*Exercise description*: Every line in the entries that holds "change" should be identified and copied.

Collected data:
┌──

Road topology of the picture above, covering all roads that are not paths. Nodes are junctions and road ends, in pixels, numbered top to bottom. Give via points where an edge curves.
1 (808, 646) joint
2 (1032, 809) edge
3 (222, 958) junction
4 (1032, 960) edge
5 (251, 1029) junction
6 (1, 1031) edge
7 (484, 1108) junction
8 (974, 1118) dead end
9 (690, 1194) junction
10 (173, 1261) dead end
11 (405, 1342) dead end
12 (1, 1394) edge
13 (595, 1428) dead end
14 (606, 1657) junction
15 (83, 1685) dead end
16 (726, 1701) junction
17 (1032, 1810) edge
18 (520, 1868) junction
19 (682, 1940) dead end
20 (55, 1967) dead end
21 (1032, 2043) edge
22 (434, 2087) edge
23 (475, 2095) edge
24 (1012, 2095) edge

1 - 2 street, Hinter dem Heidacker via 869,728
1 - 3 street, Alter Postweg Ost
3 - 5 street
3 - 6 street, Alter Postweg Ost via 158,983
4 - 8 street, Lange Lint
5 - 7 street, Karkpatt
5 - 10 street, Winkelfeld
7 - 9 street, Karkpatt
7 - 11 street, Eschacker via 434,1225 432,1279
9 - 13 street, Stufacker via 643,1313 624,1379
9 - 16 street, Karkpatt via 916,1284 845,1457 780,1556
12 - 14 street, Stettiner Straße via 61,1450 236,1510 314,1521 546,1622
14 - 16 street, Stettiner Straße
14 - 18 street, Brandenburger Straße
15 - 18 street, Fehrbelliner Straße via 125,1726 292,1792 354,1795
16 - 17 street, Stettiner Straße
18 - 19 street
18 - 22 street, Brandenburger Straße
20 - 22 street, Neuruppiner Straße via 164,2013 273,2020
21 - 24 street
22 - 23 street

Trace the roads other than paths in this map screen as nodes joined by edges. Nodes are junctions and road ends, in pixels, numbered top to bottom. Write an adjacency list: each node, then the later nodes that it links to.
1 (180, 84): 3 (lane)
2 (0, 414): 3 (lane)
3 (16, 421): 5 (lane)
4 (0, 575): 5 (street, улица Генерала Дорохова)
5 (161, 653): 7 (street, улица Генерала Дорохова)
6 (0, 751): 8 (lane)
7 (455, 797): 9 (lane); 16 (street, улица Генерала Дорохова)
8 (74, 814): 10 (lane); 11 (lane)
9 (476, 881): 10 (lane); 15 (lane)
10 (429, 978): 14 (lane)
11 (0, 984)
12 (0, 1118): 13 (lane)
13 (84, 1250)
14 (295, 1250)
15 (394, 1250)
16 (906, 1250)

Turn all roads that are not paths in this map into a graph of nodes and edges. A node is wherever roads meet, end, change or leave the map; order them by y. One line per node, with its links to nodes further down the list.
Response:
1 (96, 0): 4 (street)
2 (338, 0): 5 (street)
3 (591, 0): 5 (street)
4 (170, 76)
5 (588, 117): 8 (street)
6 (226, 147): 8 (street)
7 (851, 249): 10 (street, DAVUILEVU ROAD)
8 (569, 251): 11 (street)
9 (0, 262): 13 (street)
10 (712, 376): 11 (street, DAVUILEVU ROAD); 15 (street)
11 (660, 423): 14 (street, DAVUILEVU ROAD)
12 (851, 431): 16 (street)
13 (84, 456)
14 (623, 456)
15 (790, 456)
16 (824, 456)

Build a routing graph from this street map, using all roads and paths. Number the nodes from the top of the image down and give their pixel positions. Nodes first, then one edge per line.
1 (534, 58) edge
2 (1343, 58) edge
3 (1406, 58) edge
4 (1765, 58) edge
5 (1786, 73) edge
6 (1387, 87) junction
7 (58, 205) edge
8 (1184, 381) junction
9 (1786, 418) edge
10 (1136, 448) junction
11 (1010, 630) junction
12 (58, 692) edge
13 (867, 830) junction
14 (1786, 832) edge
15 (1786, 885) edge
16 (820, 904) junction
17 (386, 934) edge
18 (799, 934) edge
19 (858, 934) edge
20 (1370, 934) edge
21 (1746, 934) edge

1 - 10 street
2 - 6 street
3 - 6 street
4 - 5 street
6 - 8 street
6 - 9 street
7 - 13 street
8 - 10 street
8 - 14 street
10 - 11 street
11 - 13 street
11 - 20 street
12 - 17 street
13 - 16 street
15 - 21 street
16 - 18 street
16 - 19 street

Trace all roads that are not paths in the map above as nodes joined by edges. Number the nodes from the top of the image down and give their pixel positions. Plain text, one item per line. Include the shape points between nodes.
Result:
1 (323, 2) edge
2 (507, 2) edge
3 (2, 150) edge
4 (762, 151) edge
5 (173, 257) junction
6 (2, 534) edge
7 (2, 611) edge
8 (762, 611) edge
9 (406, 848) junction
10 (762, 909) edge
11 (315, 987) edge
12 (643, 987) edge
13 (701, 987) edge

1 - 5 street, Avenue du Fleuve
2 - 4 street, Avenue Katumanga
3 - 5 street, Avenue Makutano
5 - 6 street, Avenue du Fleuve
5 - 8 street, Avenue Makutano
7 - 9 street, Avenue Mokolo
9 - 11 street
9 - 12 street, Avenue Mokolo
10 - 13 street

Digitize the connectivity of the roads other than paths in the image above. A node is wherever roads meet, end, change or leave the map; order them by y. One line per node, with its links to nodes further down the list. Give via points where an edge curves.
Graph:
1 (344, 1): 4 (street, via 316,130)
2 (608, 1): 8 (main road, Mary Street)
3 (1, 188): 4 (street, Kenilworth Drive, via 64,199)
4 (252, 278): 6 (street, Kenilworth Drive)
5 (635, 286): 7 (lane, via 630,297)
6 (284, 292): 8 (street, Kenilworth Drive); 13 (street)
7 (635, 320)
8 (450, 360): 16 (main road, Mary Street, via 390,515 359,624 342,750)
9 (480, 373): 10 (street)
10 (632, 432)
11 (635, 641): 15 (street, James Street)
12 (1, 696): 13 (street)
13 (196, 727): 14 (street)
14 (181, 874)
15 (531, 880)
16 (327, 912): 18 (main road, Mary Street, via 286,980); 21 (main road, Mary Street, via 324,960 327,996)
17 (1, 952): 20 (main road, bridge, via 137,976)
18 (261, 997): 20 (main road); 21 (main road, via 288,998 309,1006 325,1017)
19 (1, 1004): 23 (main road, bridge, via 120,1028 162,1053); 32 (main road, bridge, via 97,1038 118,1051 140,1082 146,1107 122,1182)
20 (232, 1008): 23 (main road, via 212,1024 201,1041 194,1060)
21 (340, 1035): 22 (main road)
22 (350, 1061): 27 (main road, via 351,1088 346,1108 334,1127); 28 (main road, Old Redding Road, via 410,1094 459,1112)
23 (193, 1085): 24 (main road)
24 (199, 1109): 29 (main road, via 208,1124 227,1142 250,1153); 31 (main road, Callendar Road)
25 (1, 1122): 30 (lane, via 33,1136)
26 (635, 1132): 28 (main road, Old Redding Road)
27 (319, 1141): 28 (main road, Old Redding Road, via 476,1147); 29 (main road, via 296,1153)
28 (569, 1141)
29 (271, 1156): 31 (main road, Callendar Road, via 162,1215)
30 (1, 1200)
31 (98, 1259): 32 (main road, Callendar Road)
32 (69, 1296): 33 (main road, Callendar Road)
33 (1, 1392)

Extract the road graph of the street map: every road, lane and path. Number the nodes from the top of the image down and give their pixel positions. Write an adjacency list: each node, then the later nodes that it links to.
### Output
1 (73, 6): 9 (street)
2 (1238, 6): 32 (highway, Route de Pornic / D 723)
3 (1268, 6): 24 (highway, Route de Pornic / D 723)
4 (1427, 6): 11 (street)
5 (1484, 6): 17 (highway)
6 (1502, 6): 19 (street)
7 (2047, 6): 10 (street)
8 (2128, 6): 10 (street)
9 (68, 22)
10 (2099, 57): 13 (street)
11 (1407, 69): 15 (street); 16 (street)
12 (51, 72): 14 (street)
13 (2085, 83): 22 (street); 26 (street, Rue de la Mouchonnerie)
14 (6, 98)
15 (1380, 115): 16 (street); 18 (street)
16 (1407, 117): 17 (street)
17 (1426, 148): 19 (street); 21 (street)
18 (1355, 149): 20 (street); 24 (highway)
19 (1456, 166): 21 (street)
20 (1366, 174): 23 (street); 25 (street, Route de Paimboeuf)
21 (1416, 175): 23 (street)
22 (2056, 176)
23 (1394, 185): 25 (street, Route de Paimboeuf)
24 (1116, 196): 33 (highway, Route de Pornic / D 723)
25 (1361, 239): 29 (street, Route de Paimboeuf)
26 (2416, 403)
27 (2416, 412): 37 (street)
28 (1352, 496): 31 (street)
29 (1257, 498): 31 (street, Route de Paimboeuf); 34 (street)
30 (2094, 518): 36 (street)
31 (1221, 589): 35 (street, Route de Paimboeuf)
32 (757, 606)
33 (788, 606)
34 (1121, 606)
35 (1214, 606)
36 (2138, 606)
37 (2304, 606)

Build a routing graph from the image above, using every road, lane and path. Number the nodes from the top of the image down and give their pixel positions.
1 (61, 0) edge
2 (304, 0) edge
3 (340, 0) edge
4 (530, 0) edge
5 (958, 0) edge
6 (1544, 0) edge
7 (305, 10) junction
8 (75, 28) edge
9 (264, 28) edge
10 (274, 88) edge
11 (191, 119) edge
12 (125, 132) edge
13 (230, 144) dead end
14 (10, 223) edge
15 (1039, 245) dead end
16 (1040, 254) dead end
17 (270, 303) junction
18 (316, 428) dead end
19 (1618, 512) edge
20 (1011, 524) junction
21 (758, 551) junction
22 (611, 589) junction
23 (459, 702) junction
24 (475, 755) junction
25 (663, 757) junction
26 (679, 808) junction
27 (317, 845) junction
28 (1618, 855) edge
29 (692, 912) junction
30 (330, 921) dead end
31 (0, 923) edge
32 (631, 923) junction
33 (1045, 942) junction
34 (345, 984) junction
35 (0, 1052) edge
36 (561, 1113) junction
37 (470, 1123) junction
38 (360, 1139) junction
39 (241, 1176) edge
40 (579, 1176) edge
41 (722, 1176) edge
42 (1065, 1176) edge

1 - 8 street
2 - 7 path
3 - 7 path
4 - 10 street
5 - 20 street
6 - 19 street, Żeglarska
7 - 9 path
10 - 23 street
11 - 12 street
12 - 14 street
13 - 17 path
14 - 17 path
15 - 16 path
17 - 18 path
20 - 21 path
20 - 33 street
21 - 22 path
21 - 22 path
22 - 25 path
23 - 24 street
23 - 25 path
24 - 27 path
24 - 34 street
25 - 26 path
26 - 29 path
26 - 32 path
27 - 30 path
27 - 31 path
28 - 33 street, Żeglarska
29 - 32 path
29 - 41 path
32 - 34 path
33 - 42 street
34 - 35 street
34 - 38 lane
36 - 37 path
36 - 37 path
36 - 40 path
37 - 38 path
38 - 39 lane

└──

*Task result*:
Turn all roads that are not paths in this map into a graph of nodes and edges. A node is wherever roads meet, end, change or leave the map; order them by y. One line per node, with its links to nodes further down the list.
Digitize the connectivity of the roads other than paths in the image above. A node is wherever roads meet, end, change or leave the map; order them by y. One line per node, with its links to nodes further down the list. Give via points where an edge curves.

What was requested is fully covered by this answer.